No! An MST minimizes the total weight but not the shortest distance between two nodes. For example, in the graph above, the shortest path between the top-left and bottom-left nodes is 9 (direct path) but the path in the MST is 4 + 1 + 8 = 13 > 9.

So, MST is used for “minimizing the total cost” problems. In general, it is important to realize when to use shortest path algorithms and when to use MST algorithms.

Is an MST for a graph unique?

No! If edges have the same weight, it is possible that there are multiple MSTs with the same minimum weight.

But, if all the edge weights are distinct, then the MST must be unique (because there is no ambiguity in sorting the edges in Kruskal’s algorithm or choosing the minimum outgoing edge from a vertex in Prim’s).

Hence, If all edge weights in a connected graph G are distinct, then G has a unique minimum spanning tree

To simplify the analysis and avoid the annoyingly subtle case of non-distinct edge weights, we consider the case where all the weights are distinct. Hence, we can refer to an MST of a graph as being the MST.

Properties of an MST

1. There are no cycles.

2. When an MST is cut along any edge, the two resulting spanning trees are MSTs for those particular set of nodes.
3. Cycle property: For every cycle, the maximum weight edge is not in the MST.

   1. Proof (Cut and paste argument): Assume the heaviest edge is in the MST. Now, remove the maximum weight edge. This cuts the MST into 2 MSTs. Since there is a cycle, there is another edge (the one that we left out initially) that joins the 2 MSTs. Use this edge to join. The total weight is lower since you replaced a heavier edge with a lighter one. Moreover, you still get a spanning tree. Hence, it contradicts the fact that the initial ST was an MST.
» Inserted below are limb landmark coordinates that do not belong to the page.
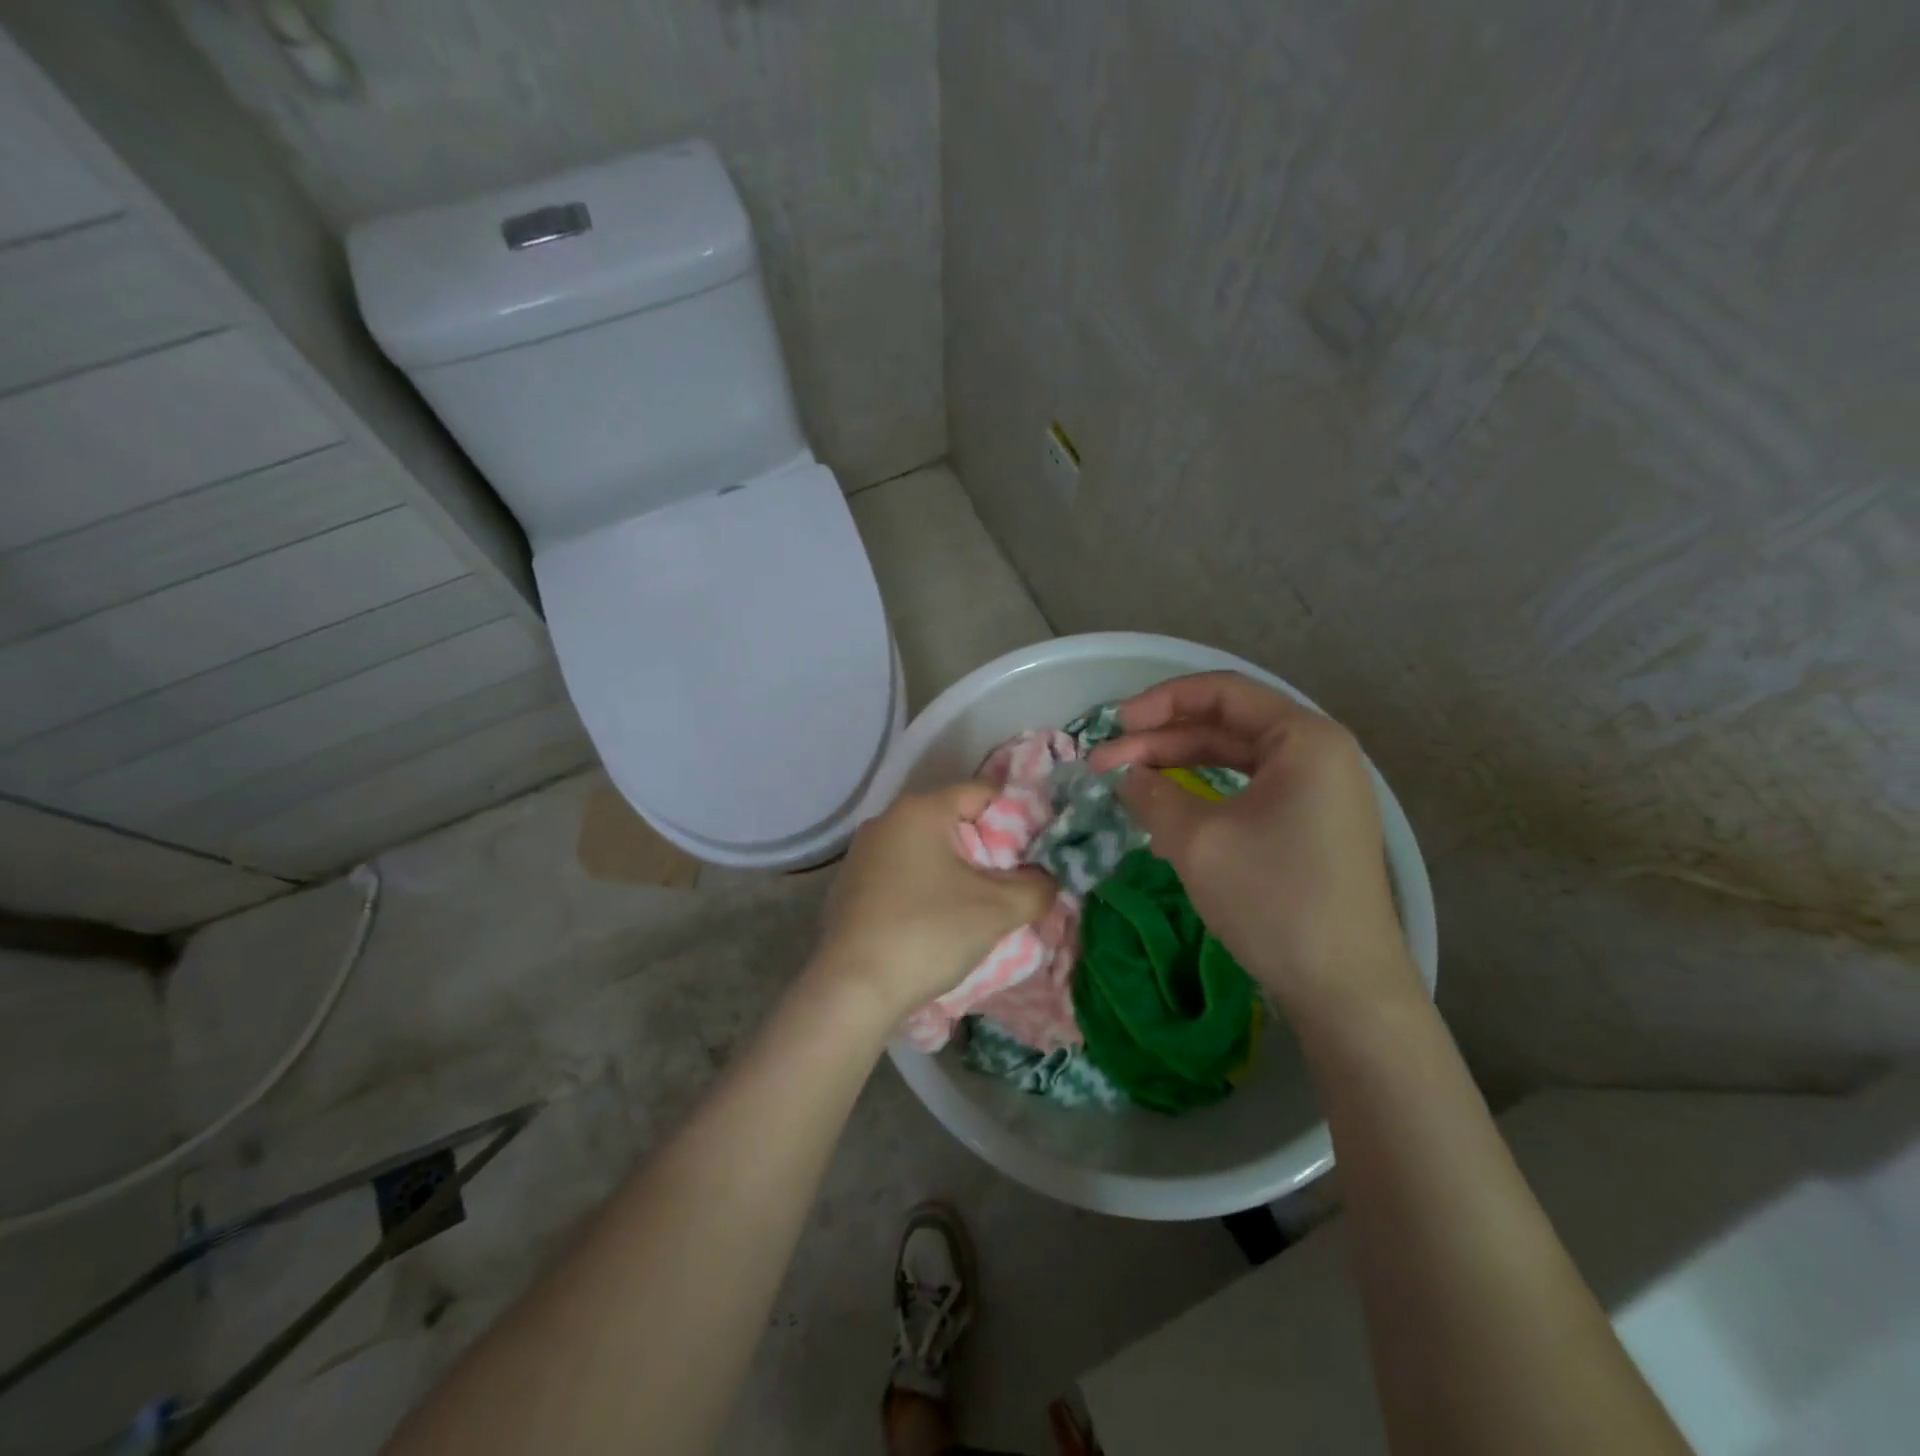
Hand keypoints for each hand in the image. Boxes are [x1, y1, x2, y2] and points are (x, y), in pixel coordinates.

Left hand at [813, 784, 1055, 1022]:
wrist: (853, 989)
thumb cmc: (929, 933)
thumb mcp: (997, 910)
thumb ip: (1036, 887)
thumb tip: (1048, 879)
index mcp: (920, 810)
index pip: (982, 793)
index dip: (1017, 816)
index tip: (1037, 850)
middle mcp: (886, 821)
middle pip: (954, 822)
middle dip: (988, 849)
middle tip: (1014, 882)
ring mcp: (862, 854)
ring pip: (927, 851)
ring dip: (956, 872)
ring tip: (980, 906)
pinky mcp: (850, 887)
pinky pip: (902, 874)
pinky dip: (925, 888)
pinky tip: (935, 922)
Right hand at [1087, 672, 1420, 1023]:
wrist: (1345, 990)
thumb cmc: (1273, 898)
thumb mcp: (1197, 840)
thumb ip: (1151, 794)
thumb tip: (1127, 777)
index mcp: (1303, 738)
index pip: (1221, 692)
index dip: (1160, 702)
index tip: (1113, 726)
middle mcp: (1318, 754)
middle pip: (1226, 726)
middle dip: (1161, 741)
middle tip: (1105, 765)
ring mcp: (1318, 793)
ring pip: (1234, 761)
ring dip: (1178, 769)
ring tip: (1129, 788)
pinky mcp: (1311, 828)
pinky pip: (1248, 793)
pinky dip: (1204, 797)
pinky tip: (1167, 820)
   2. In the proof above, we implicitly used the idea that for any cycle, an even number of edges are cut across a cut (for any line drawn, the cycle intersects the line at an even number of points)

   3. It is important to note that the inverse of the cycle property is not true in general, i.e., the statement “For every cycle, the minimum weight edge is always in the MST” is false! In fact, a minimum weight edge of one cycle can be the maximum weight edge of another cycle and hence, by the cycle property itself, it cannot be in the MST. Hence, for every cycle, the minimum weight edge may or may not be in the MST.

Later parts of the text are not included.